Cette rencontre sera "courte" mais intense, souligne l'Élysée: les deux présidents auront des discussions à la Maison blanche, suivies d'une déclaration commune, avant un déjeuner de travail. Les épouses Carla Bruni-Sarkozy et Michelle Obama déjeuneront ensemble de leur côté.
L'entretien du matin portera sur le G20 (principaux pays développés et émergents) et le G8 (six premières puissances occidentales, plus la Russie et le Japon).
Après le dernier G20 de Séoul où la politique monétaire américaine avait été vivement critiquée, la Maison Blanche souligne aujourd'hui que le président Obama "a hâte de travailler avec le président Sarkozy aux moyens de soutenir la reprise économique mondiale et la création d'emplois".
M. Sarkozy exposera de nouveau à M. Obama ses principaux objectifs pour le G20: refonte du système monétaire international, réforme de la gouvernance mondiale et lutte contre la volatilité du prix des matières premières, alors qu'une flambée des prix des denrées de base est à l'origine d'émeutes ces derniers jours en Algérie.

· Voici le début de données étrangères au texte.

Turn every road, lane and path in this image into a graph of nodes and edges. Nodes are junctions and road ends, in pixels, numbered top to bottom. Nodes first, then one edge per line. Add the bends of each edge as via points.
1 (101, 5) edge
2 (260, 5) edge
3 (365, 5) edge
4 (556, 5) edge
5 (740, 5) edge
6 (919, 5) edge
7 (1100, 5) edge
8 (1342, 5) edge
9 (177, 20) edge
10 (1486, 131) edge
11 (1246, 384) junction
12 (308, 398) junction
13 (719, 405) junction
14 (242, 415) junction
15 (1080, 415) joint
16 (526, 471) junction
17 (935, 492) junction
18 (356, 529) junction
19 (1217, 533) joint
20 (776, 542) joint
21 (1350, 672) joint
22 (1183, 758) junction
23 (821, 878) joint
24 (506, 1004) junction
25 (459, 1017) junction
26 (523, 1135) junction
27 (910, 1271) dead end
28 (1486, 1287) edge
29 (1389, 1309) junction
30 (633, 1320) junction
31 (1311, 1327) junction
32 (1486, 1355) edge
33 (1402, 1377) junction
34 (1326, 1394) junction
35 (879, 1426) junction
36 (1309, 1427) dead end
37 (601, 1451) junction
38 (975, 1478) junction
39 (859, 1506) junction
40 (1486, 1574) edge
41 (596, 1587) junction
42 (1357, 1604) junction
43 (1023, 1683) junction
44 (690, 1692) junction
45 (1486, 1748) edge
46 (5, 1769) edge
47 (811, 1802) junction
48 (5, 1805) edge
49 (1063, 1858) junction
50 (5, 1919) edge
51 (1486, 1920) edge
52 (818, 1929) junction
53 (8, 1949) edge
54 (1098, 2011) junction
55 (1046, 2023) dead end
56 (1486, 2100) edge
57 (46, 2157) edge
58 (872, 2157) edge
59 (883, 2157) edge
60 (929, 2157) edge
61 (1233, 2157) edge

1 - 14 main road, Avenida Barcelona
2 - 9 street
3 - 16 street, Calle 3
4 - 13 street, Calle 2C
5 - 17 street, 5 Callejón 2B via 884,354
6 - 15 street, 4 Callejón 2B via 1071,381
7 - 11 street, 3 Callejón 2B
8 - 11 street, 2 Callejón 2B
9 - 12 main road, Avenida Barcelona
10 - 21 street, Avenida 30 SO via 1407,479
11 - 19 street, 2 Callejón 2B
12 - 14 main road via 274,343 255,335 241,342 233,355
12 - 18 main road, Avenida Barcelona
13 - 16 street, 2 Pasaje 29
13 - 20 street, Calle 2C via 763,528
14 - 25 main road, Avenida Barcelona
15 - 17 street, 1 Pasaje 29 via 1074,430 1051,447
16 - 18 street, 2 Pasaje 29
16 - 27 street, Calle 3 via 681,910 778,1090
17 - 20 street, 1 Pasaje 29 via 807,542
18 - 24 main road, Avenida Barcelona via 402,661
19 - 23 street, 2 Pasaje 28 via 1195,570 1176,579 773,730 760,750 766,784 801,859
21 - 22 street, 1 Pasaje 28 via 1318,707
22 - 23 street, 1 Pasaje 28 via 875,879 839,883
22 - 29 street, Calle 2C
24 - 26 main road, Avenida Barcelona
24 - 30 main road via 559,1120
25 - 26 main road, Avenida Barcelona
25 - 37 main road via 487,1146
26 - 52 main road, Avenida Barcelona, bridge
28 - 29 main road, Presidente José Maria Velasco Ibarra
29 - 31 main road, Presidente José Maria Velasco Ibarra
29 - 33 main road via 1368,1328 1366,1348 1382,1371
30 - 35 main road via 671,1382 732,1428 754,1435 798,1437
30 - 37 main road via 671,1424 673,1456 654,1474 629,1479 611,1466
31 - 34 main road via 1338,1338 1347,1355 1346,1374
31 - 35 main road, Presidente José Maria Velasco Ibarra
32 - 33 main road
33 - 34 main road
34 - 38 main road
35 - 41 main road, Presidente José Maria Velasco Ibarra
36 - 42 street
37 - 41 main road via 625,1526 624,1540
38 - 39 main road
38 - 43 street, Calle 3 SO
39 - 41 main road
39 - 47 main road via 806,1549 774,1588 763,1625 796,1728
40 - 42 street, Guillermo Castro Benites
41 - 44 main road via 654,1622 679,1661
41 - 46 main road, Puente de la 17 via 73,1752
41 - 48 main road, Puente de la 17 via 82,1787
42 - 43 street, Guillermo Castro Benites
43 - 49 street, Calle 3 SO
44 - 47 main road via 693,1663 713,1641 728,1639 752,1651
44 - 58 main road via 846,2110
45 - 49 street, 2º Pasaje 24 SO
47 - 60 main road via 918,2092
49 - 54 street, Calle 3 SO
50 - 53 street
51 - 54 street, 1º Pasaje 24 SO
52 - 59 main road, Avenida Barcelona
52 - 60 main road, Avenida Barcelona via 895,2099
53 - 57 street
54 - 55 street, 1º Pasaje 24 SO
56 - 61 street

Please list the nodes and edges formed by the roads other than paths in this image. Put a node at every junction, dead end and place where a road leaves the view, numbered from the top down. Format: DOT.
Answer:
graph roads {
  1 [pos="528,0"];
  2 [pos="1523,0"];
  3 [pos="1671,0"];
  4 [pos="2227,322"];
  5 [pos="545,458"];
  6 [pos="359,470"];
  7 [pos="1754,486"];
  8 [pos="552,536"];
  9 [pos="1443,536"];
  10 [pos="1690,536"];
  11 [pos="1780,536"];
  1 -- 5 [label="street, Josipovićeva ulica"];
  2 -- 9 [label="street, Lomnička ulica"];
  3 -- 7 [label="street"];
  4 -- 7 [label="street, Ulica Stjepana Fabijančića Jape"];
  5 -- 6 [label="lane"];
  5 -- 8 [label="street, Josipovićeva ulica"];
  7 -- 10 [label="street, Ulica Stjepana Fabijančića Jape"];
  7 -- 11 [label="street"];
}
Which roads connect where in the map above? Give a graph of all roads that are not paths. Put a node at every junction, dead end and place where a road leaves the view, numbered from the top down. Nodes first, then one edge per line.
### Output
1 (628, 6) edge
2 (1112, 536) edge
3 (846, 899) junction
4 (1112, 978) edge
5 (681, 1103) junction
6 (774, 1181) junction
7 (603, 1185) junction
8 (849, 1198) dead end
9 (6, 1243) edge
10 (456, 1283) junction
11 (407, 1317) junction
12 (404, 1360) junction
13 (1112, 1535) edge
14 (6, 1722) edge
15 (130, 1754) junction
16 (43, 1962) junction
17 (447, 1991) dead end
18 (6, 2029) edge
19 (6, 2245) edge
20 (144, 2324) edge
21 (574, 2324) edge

Concernant le G8, les discussions porteront notamment sur la croissance verte, l'Internet, le partenariat avec l'Afrique.
C'est la première fois que les deux dirigeants se voient depuis la révélation par WikiLeaks de câbles diplomatiques américains décrivant M. Sarkozy comme "viscéralement" pro-américain, "pragmatique brillant" mais aussi "autoritaire" et "susceptible".
À 16 mois de l'élection présidentielle de 2012, à laquelle il sera probablement candidat, Nicolas Sarkozy compte sur sa direction des G20 et G8 pour redorer son image et remonter dans les sondages, après des scandales politico-financiers touchant son gouvernement et une politique sécuritaire très critiquée à l'international concernant les Roms.
Ces dernières semaines, il a multiplié les contacts avec de nombreux dirigeants politiques, notamment la chancelière allemande Angela Merkel ou le président chinois Hu Jintao, et avec des responsables économiques, comme les dirigeants de Banque mondiale et du FMI.